-- Opening Marker --
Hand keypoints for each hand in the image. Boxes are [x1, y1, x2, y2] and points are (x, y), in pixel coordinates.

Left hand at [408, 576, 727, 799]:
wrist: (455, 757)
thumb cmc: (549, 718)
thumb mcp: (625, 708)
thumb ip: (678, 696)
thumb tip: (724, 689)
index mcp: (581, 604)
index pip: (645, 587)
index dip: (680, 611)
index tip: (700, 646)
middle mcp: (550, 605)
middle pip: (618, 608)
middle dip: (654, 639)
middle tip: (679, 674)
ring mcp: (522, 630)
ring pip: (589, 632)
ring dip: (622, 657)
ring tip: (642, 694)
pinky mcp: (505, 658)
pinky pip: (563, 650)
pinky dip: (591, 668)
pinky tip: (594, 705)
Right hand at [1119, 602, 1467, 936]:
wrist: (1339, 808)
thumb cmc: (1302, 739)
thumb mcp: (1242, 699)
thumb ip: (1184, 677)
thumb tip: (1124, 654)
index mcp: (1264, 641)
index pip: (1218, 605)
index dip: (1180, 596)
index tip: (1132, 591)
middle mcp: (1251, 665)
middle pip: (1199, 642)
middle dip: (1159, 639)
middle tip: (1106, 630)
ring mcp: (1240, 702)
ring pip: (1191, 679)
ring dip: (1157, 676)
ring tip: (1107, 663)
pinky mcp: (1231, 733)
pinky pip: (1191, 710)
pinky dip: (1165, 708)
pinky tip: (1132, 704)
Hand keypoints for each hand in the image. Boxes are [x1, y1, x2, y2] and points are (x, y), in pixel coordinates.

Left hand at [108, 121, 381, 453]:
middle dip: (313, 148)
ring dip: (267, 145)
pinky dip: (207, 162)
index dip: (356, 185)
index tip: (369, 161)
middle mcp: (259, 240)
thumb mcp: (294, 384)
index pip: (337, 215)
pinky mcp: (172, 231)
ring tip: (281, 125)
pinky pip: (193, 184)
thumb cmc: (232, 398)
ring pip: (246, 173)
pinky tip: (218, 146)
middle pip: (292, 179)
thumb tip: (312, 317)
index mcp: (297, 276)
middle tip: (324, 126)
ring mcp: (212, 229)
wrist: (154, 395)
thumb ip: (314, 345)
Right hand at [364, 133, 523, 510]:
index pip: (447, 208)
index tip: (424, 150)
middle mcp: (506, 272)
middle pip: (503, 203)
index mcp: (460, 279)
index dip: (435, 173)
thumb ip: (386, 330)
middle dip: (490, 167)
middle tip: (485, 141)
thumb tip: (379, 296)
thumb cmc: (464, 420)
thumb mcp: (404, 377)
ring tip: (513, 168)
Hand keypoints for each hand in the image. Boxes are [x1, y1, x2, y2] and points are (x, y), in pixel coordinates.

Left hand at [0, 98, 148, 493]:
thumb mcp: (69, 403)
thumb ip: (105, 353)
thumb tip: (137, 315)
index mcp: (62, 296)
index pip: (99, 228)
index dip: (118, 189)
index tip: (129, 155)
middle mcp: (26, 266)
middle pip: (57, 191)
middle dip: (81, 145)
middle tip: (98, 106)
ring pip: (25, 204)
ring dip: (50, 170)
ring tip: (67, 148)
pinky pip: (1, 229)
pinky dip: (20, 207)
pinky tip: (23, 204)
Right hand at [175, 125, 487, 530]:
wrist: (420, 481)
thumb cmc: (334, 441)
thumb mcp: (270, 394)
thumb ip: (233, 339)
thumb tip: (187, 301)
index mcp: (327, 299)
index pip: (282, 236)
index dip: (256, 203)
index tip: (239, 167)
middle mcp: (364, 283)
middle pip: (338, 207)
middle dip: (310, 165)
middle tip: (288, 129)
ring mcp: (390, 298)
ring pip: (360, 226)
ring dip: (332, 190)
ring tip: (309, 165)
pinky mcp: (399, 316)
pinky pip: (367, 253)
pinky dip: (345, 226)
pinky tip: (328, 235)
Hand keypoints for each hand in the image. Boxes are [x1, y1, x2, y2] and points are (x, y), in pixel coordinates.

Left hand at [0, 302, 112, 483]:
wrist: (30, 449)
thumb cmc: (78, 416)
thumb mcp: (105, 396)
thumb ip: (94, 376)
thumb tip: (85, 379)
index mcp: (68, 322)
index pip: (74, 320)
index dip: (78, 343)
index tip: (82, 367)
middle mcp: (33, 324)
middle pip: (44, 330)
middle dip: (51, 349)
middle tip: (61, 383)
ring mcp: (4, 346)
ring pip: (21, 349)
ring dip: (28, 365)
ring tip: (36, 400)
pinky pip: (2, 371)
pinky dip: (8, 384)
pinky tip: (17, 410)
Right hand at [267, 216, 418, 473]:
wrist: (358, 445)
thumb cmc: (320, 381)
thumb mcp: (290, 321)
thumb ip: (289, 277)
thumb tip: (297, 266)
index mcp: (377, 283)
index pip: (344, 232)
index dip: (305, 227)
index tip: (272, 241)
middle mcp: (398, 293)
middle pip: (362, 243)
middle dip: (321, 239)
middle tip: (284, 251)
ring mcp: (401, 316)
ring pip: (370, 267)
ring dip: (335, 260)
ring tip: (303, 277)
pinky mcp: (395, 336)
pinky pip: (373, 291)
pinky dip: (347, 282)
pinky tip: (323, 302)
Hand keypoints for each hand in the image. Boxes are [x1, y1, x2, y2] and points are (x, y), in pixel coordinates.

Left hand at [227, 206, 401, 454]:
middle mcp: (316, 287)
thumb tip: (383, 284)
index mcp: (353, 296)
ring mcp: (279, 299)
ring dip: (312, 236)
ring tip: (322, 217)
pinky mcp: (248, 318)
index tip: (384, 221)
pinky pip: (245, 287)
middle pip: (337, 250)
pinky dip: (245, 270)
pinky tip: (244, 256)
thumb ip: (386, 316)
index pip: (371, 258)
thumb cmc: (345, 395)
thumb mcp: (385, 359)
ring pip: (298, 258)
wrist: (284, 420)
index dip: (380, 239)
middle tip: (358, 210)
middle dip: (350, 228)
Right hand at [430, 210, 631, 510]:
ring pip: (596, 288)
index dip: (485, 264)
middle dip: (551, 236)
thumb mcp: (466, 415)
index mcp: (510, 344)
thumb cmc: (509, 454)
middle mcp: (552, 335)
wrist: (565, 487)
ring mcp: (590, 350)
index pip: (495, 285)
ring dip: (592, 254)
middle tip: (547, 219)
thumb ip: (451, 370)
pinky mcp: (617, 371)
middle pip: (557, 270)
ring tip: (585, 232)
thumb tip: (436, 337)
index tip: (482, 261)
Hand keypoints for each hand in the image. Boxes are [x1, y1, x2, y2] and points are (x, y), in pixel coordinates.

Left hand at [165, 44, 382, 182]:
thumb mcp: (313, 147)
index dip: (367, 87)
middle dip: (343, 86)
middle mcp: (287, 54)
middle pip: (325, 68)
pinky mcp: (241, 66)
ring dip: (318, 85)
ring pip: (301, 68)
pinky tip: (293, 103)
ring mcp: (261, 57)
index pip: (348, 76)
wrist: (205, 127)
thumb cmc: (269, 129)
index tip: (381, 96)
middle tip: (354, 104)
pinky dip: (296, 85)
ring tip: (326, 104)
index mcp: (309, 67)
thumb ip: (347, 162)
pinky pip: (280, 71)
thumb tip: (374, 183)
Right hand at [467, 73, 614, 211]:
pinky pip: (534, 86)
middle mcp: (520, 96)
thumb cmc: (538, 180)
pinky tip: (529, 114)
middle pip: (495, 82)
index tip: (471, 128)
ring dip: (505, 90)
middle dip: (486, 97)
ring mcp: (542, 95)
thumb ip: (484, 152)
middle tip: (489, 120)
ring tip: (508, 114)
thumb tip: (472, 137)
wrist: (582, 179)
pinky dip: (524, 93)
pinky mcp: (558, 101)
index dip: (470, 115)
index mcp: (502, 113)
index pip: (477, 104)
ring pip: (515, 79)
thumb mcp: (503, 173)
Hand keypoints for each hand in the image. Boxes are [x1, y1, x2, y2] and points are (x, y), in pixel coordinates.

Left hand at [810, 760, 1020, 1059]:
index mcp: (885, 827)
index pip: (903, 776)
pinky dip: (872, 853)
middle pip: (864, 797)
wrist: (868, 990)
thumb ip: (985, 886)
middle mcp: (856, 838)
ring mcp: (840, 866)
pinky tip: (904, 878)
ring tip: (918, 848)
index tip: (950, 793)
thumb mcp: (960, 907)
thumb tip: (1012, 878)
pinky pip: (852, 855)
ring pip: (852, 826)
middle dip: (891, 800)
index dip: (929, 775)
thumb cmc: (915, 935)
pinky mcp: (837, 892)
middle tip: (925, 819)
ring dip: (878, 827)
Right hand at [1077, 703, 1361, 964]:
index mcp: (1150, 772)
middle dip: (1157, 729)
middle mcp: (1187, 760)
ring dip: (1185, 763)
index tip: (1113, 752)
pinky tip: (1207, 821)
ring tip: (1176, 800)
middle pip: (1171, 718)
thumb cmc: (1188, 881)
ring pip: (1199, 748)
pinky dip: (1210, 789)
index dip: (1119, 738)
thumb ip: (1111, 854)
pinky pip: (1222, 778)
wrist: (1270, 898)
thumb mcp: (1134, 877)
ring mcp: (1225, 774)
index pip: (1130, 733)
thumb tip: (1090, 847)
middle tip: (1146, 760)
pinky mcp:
-- Closing Marker --
Problem details
In the listing above, locate the line containing "ring dip: (332, 190)" and the line containing "middle mcp: (33, 324)". Extract those two lines and every line between them, exactly as written, and only those.

Response
ring dip: (332, 190)
ring tip: (309, 165)
pinky mcp: (399, 316)
pinky pip: (367, 253)
pinky dip: (345, 226)
pinky tip: (328, 235)
Hand keypoints for each hand in the image. Boxes are [x1, y1, x2, y2] and points are (x, y), in pixel coordinates.

Left hand at [0, 302, 112, 483]:
wrist: (30, 449)
thumb cmc: (78, 416)
thumb mcp: (105, 396)
thumb ip: (94, 376)
thumb tip: (85, 379)
index mcp: (68, 322)
index pip: (74, 320)
index dip: (78, 343)
index tip: (82, 367)
middle mcp: (33, 324)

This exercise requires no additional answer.